Crucial Insights on Alibaba's Q4 Performance and Future Outlook
- BABA experienced a rough day in the market following its Q4 earnings report, missing profit and sales forecasts due to slowed Chinese consumer spending and increased competition. But, despite the misses, U.S.-listed shares of Alibaba have soared around 45% year-to-date.
Alibaba Falls Short of Projections Due to Slump in Chinese Consumer Spending and Intense Competition
The Nitty-Gritty
- Alibaba reported an adjusted EPS of 1.57 yuan ($0.22) and revenue growth of 7% year-over-year to 236.5 billion yuan ($32.81 billion). Unfortunately, both figures fell short of expectations.
- Sales ascended 12% to RMB71.08 billion at the Taobao and Tmall Group, jumped 22% to RMB33.58 billion at the Alibaba International Digital Commerce Group, and grew 18% to RMB30.13 billion at the Cloud Intelligence Group.
CFO Toby Xu had this to say: "We're confident in our business outlook and will keep investing in our core businesses to strengthen our competitive advantages."
The Silver Linings
- Alibaba's cloud business continues to be a growth driver, with cloud revenue surging 18%. Although the adjusted EBITA margin fell due to increased investments, the company's ongoing investment in AI technology has resulted in triple-digit growth for seven consecutive quarters.
- Alibaba launched a 0.6% software fee on Taobao in late 2024, marking the start of their monetization strategy. As this strategy intensifies in 2025, it's expected to support growth into 2026.
The Peek Ahead
- Despite the challenges in the current market, Alibaba's cloud and AI businesses are expected to drive future growth. The company plans to up the ante in AI and cloud infrastructure to stay competitive.
- The gradual phase-out of merchant rebates related to software fees is anticipated to boost monetization on e-commerce platforms, while adjusted EBITA margins in cloud services are expected to stabilize at high single digits.
The Analysts' Take
- Benchmark lowered their target price to $176 but maintained a Buy rating. Morningstar assigns a fair value of $150 per share and a wide moat rating, but highlights high uncertainty. Barclays and JP Morgan raised their 12-month price targets to around $170–$180, holding overweight ratings.
Looking Ahead: 2026
- Forecasts for Alibaba's stock price in 2026 vary, with some analysts predicting appreciation within the range of $90.92 to $91.86 and others anticipating targets closer to $150–$180.
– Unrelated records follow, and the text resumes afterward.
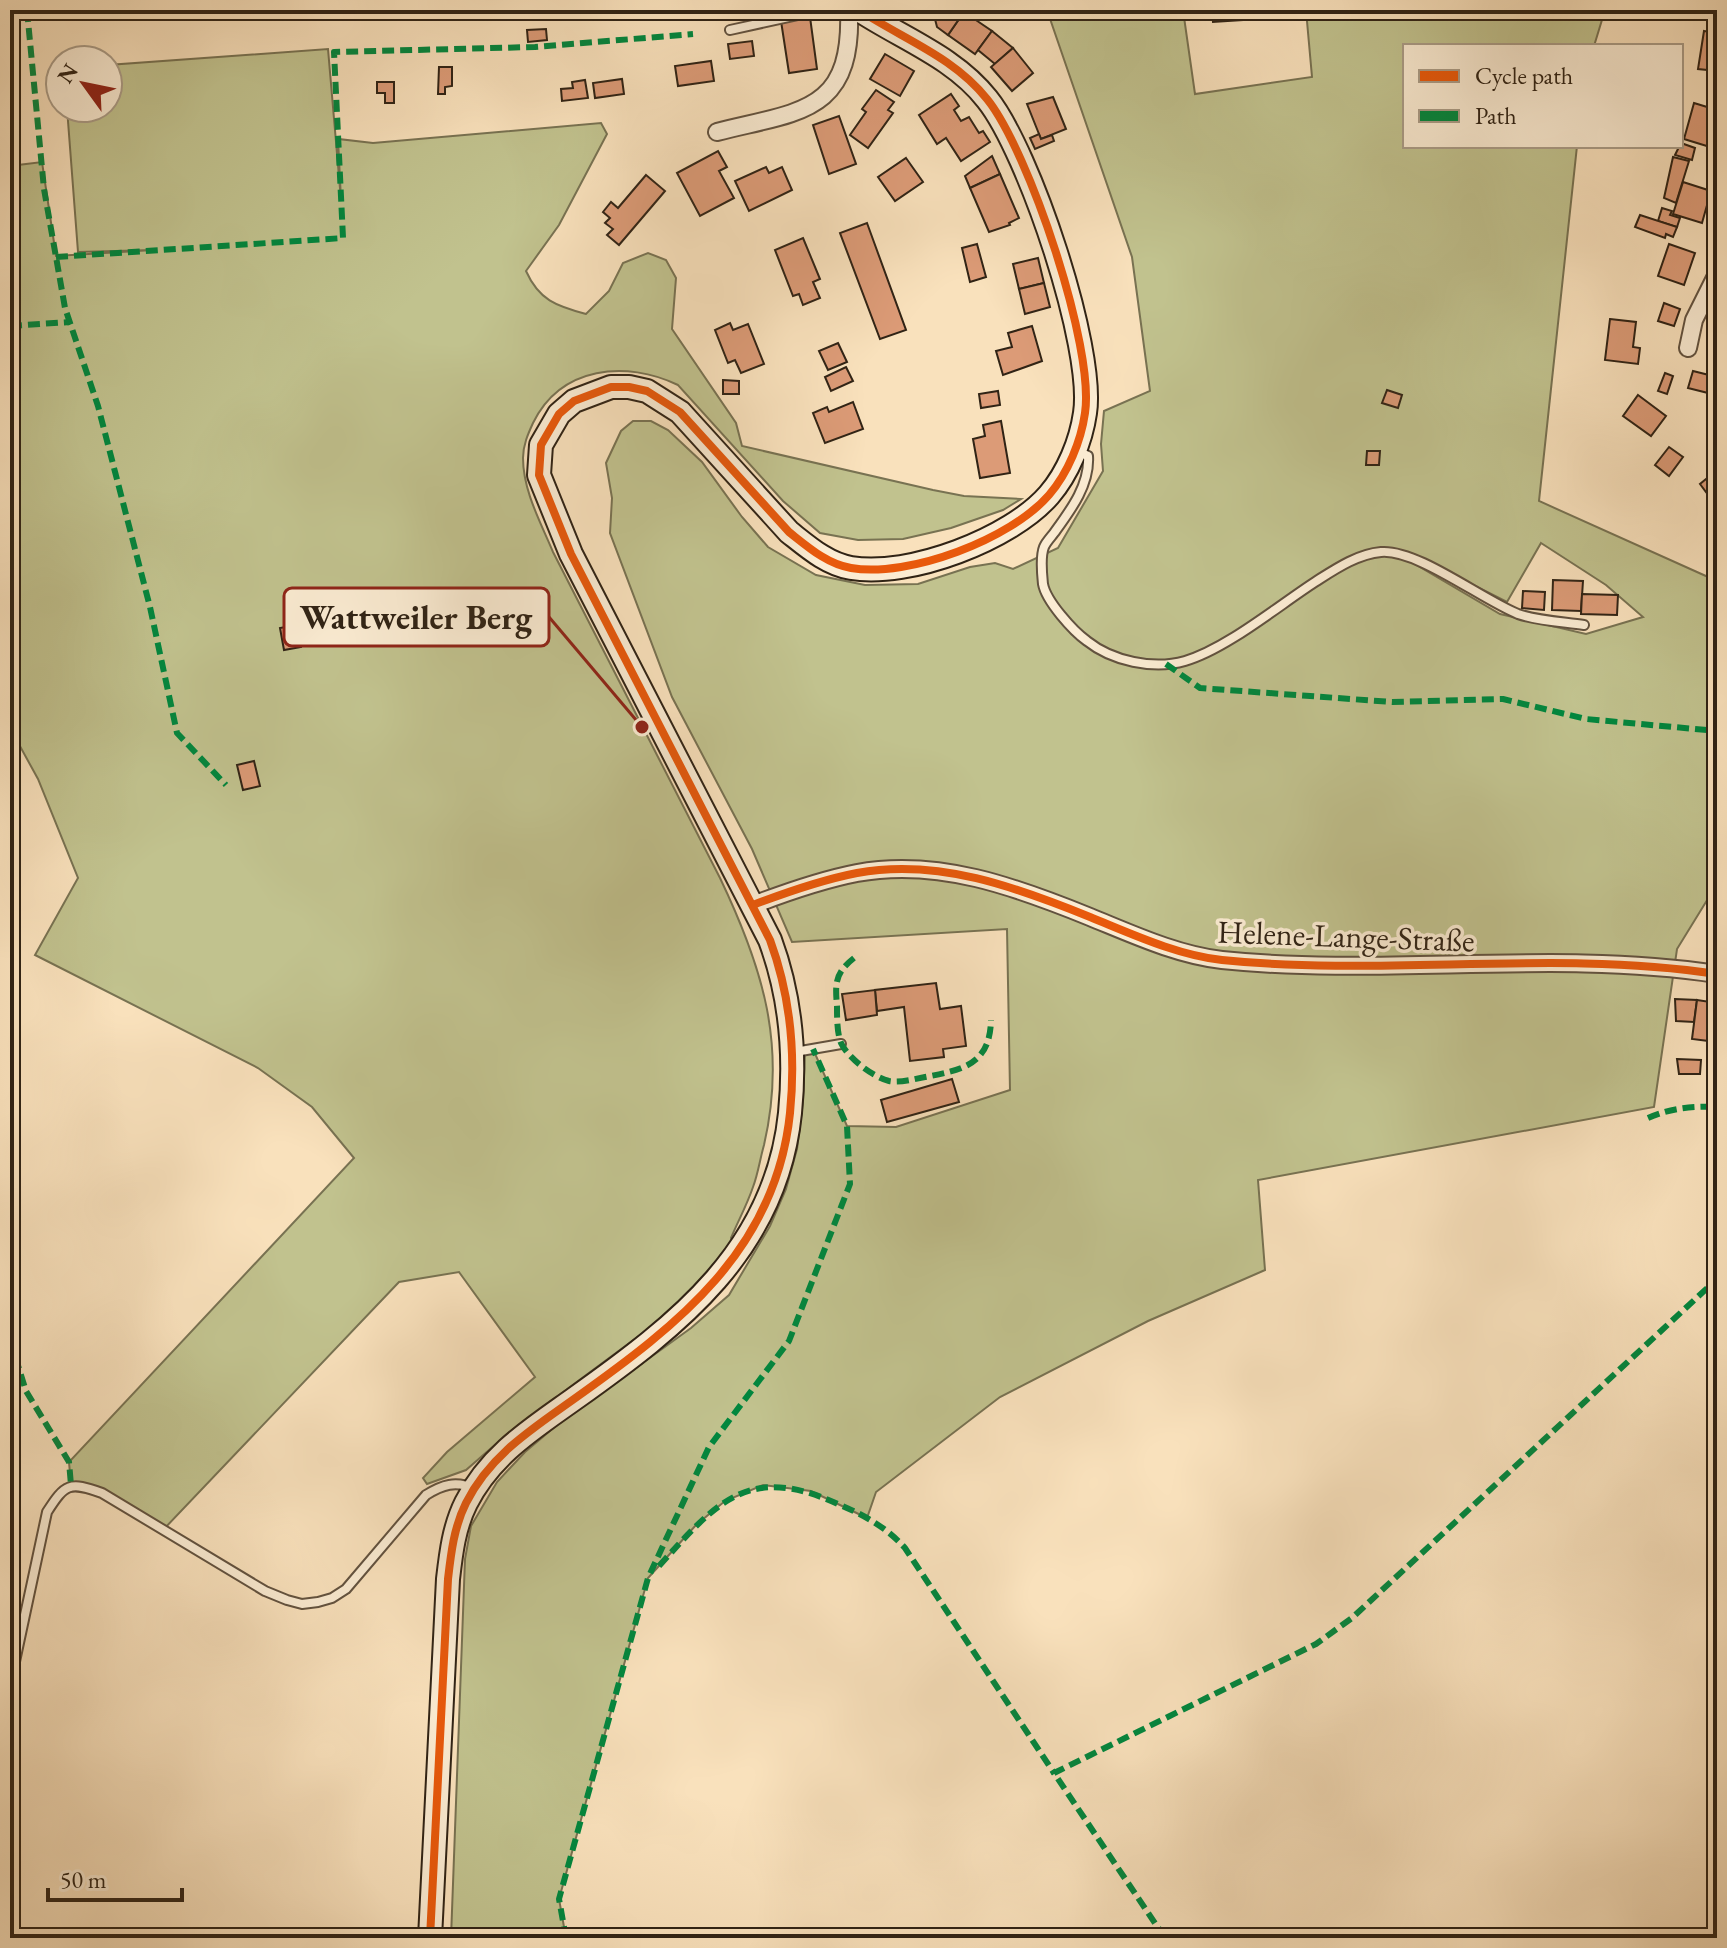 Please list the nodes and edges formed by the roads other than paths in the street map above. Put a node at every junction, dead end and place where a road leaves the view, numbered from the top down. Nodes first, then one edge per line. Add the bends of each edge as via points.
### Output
1 (821, 10) edge
2 (849, 10) edge
3 (859, 10) edge
4 (730, 30) dead end
5 (717, 132) dead end
6 (1717, 274) edge
7 (1688, 348) dead end
8 (1075, 450) junction
9 (1584, 625) dead end
10 (753, 905) junction
11 (1717, 974) edge
12 (841, 1044) dead end
13 (794, 1052) junction
14 (474, 1489) junction
15 (10, 1685) edge
16 (430, 1938) edge

1 - 4 lane
2 - 5 street via 848,54 830,92 802,110
3 - 8 street via 967,77 1015,145 1052,239 1085,372 1086,410
6 - 7 street via 1694,320
8 - 9 lane via 1088,456 1089,466 1069,511 1043,548 1043,587 1079,636 1119,658 1166,664 1187,660 1329,573 1380,552 1403,554 1522,615
8 - 10 street via 1050,494 1013,524 912,567 850,568 827,560 789,532 693,425 647,391 611,387 574,401 559,414 538,459 552,513
10 - 11 street, Helene-Lange-Straße via 857,873 941,870 1007,886 1156,943 1219,960 1612,965
10 - 13 street via 780,968
12 - 13 lane
13 - 14 street via 782,1160 740,1250 686,1311 506,1449
14 - 15 lane via 454,1483 439,1486 346,1589 332,1598 302,1604 265,1591 102,1493 71,1485 60,1491 47,1512
14 - 16 street via 452,1544 448,1579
- The ongoing slowdown in Chinese consumer spending and competitive pressures, particularly from JD.com and Pinduoduo, remain substantial obstacles. Alibaba's success hinges on its innovations in cloud, AI, and e-commerce monetization strategies.
The volatile stock market witnessed a surge in U.S.-listed shares of Alibaba, despite the company missing profit and sales forecasts in Q4, due to increased focus on core businesses like finance, technology, and trading. As Alibaba gears up for future growth, analysts anticipate a diverse range of stock price predictions for 2026, with values ranging from $90.92 to $180.